Die vielen Bilder aus dem April 1945, wie sie sowjetische Fotokorrespondenten wie Jewgenij Chaldej oder Olga Lander geschossen haben, überzeugen vom Gegenteil. Freude der Befreiung kann man „nur“ von den Gesichtern der befreiten Kriegsgefangenen und „Ostarbeiterinnen“ ablesen. Die Reaktionen der Wiener und der Flüchtlinge auf die fremden Soldaten spiegeln bestenfalls respektvolles Misstrauen wieder – und Verstellung. In seinem Fronttagebuch erzählt der Offizier und Dichter Semjon Gudsenko von seinen Begegnungen mit den Wienern: „Jetzt sprechen sie über ihre jüdischen Vorfahren. Jemand kommt zu mir. Mich nennen sie Kommissar. Jemand zeigt mir ein Papier – er saß irgendwann bei der Gestapo. Mein Gott, wie widerwärtig das ist, dass die Deutschen so beflissen sind, wenn sie um unsere Gunst buhlen.“ Die Schriftstellerin Ilse Aichinger schrieb im April 1945: „,Der Russe‘, sagten die Wiener schaudernd. ,Nur nicht dem Russen in die Hände fallen.‘ Sie sprachen von einem einzigen und meinten damit alle ohne Ausnahme. So, wie sie vor einiger Zeit von ,dem Juden‘ gesprochen hatten.“
  Der Schriftsteller Hugo Huppert, der im April 1945 das Schwert wieder durch die Feder ersetzte, verstand die Schwierigkeiten um die Befreiung Österreichs von Anfang an recht genau. Seinen Genossen Rotarmisten erklärte er auf die Frage, wen das Reiterstandbild am Schwarzenbergplatz darstellte, noch voller Pathos: jenen österreichischen General, der in Allianz mit den Russen einem früheren Prätendenten auf die Weltherrschaft, Napoleon nämlich, „eine aufs Haupt gegeben“ hatte. Für die Verbrüderung auf höchster Ebene mochte es den historischen Präzedenzfall gegeben haben, in der Gegenwart stellten sich die Dinge komplizierter dar. Der stalinismuserprobte Huppert erfand ein Wortspiel, das den Zwiespalt meisterlich in einem Witz auflöst: Als die Rote Armee einmarschierte, hätten die Wiener die Abkürzung LSR, die an den Hauswänden auf Luftschutzräume hinwies, in „Lern schnell Russisch“ umgedeutet. Wie erfolgreich der Wiener Opportunismus war, zeigten die österreichischen Schriftsteller Helmut Qualtinger und Carl Merz auf sarkastische Weise mit der Figur des „Herrn Karl“. Der österreichische Spießer, der sich immer nach den Herrschenden zu drehen weiß, nimmt ein Hitlerbild zur Hand und trampelt darauf herum: „Donn is da Russ kumma.“ Die Befreiung ist erfolgt. Österreich war frei.

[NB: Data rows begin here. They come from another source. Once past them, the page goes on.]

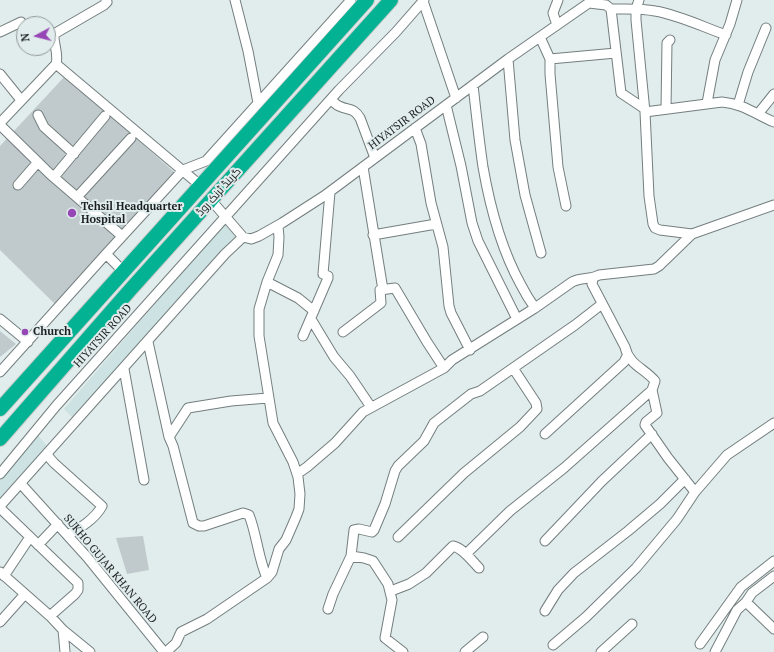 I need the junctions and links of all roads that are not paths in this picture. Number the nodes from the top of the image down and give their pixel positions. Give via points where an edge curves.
1 (106, 0) edge
2 (235, 0) edge
3 (351, 0) edge
4 (367, 0) edge
5 (391, 0) edge
6 (424, 0) edge
7 (558, 0) edge
8 (639, 0) edge
9 (736, 0) edge
10 (591, 1) edge
11 (611, 9) junction
12 (636, 9) junction
13 (16, 24) edge
14 (557, 25) junction
15 (766, 28) dead end
16 (0, 32) edge
17 (726, 35) junction
18 (540, 37) junction
19 (670, 40) dead end
20 (616, 54) junction
21 (508, 59) junction
22 (550, 59) junction
23 (56, 64) junction
24 (0, 74) edge
25 (473, 85) junction
26 (774, 94) edge
27 (456, 98) junction
28 (21, 100) junction
29 (331, 100) junction
30 (258, 103) junction
31 (707, 103) junction
32 (446, 105) junction
33 (738, 105) junction
34 (666, 109) junction
35 (645, 111) junction
36 (758, 114) junction
37 (38, 115) dead end
38 (105, 116) dead end
39 (774, 122) edge
40 (0, 124) edge
41 (415, 128) junction
42 (131, 138) dead end
43 (74, 154) junction
44 (376, 158) junction
45 (38, 162) junction
46 (363, 167) junction
47 (183, 170) junction
48 (54, 177) junction
49 (18, 185) dead end
50 (201, 186) junction
51 (330, 192) junction
52 (78, 196) junction
53 (211, 200) junction
54 (774, 205) edge
55 (566, 206) dead end
56 (226, 216) junction
57 (436, 224) junction
58 (278, 226) junction
59 (692, 234) junction
60 (122, 236) junction
61 (373, 236) junction
62 (243, 237) junction
63 (541, 253) dead end
64 (106, 254) junction
65 (124, 272) junction
66 (594, 278) junction
67 (267, 282) junction
68 (383, 290) junction
69 (602, 304) junction
70 (535, 308) junction
71 (312, 315) junction
72 (0, 319) edge
73 (517, 320) junction
74 (343, 332) dead end
75 (303, 336) dead end
76 (28, 342) junction
77 (148, 342) junction
78 (470, 350) junction
79 (627, 356) junction
80 (124, 368) junction
81 (444, 368) junction
82 (513, 368) junction
83 (0, 372) edge
84 (652, 390) junction
85 (268, 398) junction
86 (371, 407) junction
87 (0, 409) edge
88 (774, 424) edge
89 (545, 434) dead end
90 (652, 434) junction
91 (169, 437) junction
92 (0, 439) edge
93 (48, 455) junction
94 (0, 474) edge
95 (296, 474) junction
96 (685, 479) junction
97 (144, 480) dead end
98 (21, 484) junction
99 (696, 492) junction
100 (0, 507) edge
101 (58, 524) junction
102 (68, 535) junction
103 (30, 537) junction
104 (398, 537) dead end
105 (545, 541) dead end
106 (38, 545) junction
107 (466, 554) junction
108 (351, 556) junction
109 (774, 561) edge
110 (479, 568) dead end
111 (2, 574) edge
112 (774, 576) edge
113 (268, 578) junction
114 (391, 591) junction
115 (25, 594) junction
116 (746, 602) junction
117 (733, 607) junction
118 (328, 609) dead end
119 (545, 610) dead end
120 (50, 616) junction
121 (0, 622) edge
122 (632, 624) dead end
123 (774, 629) edge
124 (63, 630) junction
125 (483, 637) dead end
126 (700, 644) dead end
127 (553, 645) dead end
128 (65, 652) edge
129 (90, 652) edge
130 (165, 652) edge
131 (403, 652) edge
132 (465, 652) edge
133 (601, 652) edge
134 (715, 652) edge

1 - 23 street via 104,5 54,34
2 - 30 street
3 - 30 street
4 - 50 highway, گرینڈ ٹرنک روڈ
5 - 53 highway, گرینڈ ٹرنک روڈ
6 - 27 street
6 - 29 street, HIYATSIR ROAD
7 - 14 street via 553,13
8 - 12 street
9 - 17 street
10 - 11 street via 606,4
10 - 14 street, HIYATSIR ROAD
11 - 12 street
11 - 20 street
12 - 17 street via 669,14
12 - 35 street
13 - 16 street
14 - 18 street, HIYATSIR ROAD
15 - 33 street
17 - 31 street via 715,60
18 - 21 street, HIYATSIR ROAD
18 - 22 street
19 - 34 street via 667,43
20 - 22 street
20 - 35 street via 621,93
21 - 25 street, HIYATSIR ROAD
21 - 63 street via 515,140 525,195
22 - 55 street via 558,167
23 - 28 street
23 - 47 street
24 - 28 street
25 - 27 street, HIYATSIR ROAD
25 - 70 street via 490,202 510,263
26 - 36 street
27 - 32 street, HIYATSIR ROAD
28 - 40 street
29 - 44 street via 357,113
29 - 56 street, HIYATSIR ROAD
30 - 47 street via 206,161
31 - 33 street
31 - 34 street
32 - 41 street, HIYATSIR ROAD
32 - 73 street via 474,230
33 - 36 street
34 - 35 street
35 - 59 street via 652,224 660,230
36 - 39 street
37 - 43 street via 44,127
38 - 43 street
40 - 45 street
41 - 44 street, HIYATSIR ROAD
41 - 57 street via 421,144
42 - 52 street
43 - 48 street
44 - 46 street, HIYATSIR ROAD
45 - 48 street
45 - 49 street
46 - 51 street, HIYATSIR ROAD
46 - 61 street
47 - 50 street
47 - 60 street
48 - 52 street
50 - 65 highway, گرینڈ ٹرنک روڈ
51 - 58 street, HIYATSIR ROAD
51 - 71 street via 323,274 328,278
52 - 60 street
53 - 56 street
53 - 92 highway, گرینڈ ٹرنک روڈ
54 - 59 street
56 - 62 street
56 - 94 street, HIYATSIR ROAD via 56,406
57 - 61 street
57 - 78 street via 443,247 451,314
58 - 62 street, HIYATSIR ROAD via 251,239
58 - 67 street via 278,255
59 - 66 street via 654,269 599,275
60 - 64 street
61 - 68 street
62 - 77 street
64 - 65 street
64 - 76 street
65 - 87 highway, گرینڈ ٹرنک روڈ
66 - 69 street via 592,284
66 - 70 street via 572,282
67 - 71 street via 298,298
67 - 85 street via 259,309 259,329
68 - 74 street via 380,290 381,303
68 - 81 street via 396,289
69 - 79 street via 625,347
69 - 82 street
70 - 73 street
71 - 75 street
71 - 86 street via 334,357
72 - 76 street
73 - 78 street
76 - 83 street
77 - 80 street
77 - 91 street
78 - 81 street via 452,360
79 - 84 street via 655,381
79 - 89 street via 624,362
80 - 93 street
80 - 97 street
81 - 86 street
82 - 104 street via 536,403 537,409 520,427 464,473
82 - 108 street via 480,391 471,394 434,423 424,441 395,471 374,530 354,530
84 - 90 street via 656,413 645,425
84 - 107 street via 564,468 510,511
85 - 91 street via 188,408
85 - 95 street via 273,423 293,462
86 - 95 street via 328,449
88 - 99 street via 727,455
90 - 96 street
90 - 105 street via 602,481
91 - 113 street via 192,524 204,526 243,513 249,515 255,530 263,569
93 - 98 street
93 - 102 street via 102,506 84,525
95 - 113 street via 300,494 299,509
96 - 99 street
96 - 119 street via 660,504 574,573 558,590
98 - 100 street
98 - 101 street, SUKHO GUJAR KHAN ROAD
99 - 127 street via 636,568
100 - 103 street
101 - 102 street, SUKHO GUJAR KHAN ROAD
101 - 106 street
102 - 130 street, SUKHO GUJAR KHAN ROAD
103 - 106 street
103 - 111 street
106 - 120 street via 78,583 75,594
107 - 110 street
107 - 114 street via 453,546 426,573 409,584
108 - 114 street via 373,561
108 - 118 street
109 - 117 street via 741,587
111 - 115 street
112 - 116 street
113 - 130 street via 207,619 181,632 176,642
114 - 131 street via 391,608 385,638
115 - 120 street
115 - 121 street
116 - 117 street
116 - 123 street
117 - 126 street
117 - 134 street
120 - 124 street
122 - 133 street
124 - 128 street
124 - 129 street
125 - 132 street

  Der doppelte Opportunismus in der Rhetorik von Befreiern und Befreiten, von Siegern und Besiegten, stellt sechzig Jahre nach Kriegsende das größte Hindernis dar, um der Befreiung Wiens durch die Rote Armee adäquat zu gedenken. Der Schriftsteller Wassilij Grossmann sprach in seinem Stalingrad-Roman „Leben und Schicksal“ vom Sieg, der dem russischen Volk durch Stalin geraubt wurde – ein Ausdruck des Umstandes, dass die Sieger leer ausgingen. Der russisch-amerikanische Nobelpreisträger Jossif Brodskij dichtete anlässlich des Todes von Marschall Georgi Schukow, dem Befreier Berlins: „Die Geschichte Russlands zählt Massen von braven Soldaten, die furchtlos und kühn / im Angriff erst fremde Hauptstädte nahmen, entsetzt dann zurück in die eigene fliehen.“ Gemeint war damit die Verwunderung jener Rotarmisten, die im zerbombten Wien oder Berlin noch immer einen weitaus höheren Lebensstandard vorfanden, als ihnen die Propaganda über das erbärmliche Los der vom Kapitalismus geknechteten Werktätigen des Westens vorgegaukelt hatte. Es sei deshalb noch einmal an Bundeskanzler Kreisky erinnert, der in seinen Memoiren schrieb: „Das Ausmaß des russischen Sieges ist nach Vorstellung mancher Konservativer im Westen Europas zu hoch ausgefallen. Aber dass Hitler ohne die Russen nicht besiegt worden wäre, scheint ziemlich sicher, und man muss, ob man will oder nicht, diese Rolle der Sowjetunion sehen. Der Vormarsch der sowjetischen Truppe nach Berlin und Wien, die Eroberung des Ostens und Südostens Europas, haben das Leben Millionen russischer Soldaten gekostet. Weder Roosevelt noch Churchill konnten ihren demokratischen Staaten zumuten, diesen Preis zu bezahlen.“

Für seinen schillernden Ruhm opferte Stalin die russische Bevölkerung. Dass zumindest ein Zehntel der sowjetischen Bevölkerung das Leben verlor, lässt sich in Russland heute nicht mehr mit der Rhetorik von „Ewigem Ruhm den im Kampf gegen den deutschen Faschismus Gefallenen“ verdecken. Zumal die in der UdSSR einst heilige Zahl von zwanzig Millionen sowjetischen Kriegstoten als zu gering angesetzt scheint – russische Historiker sprechen von über dreißig Millionen Opfern. Paradox, dass zahlreiche Rotarmisten den Krieg gegen Nazideutschland trotz Todesgefahr als ihr erstes Erlebnis der Freiheit vom Stalinismus beschrieben.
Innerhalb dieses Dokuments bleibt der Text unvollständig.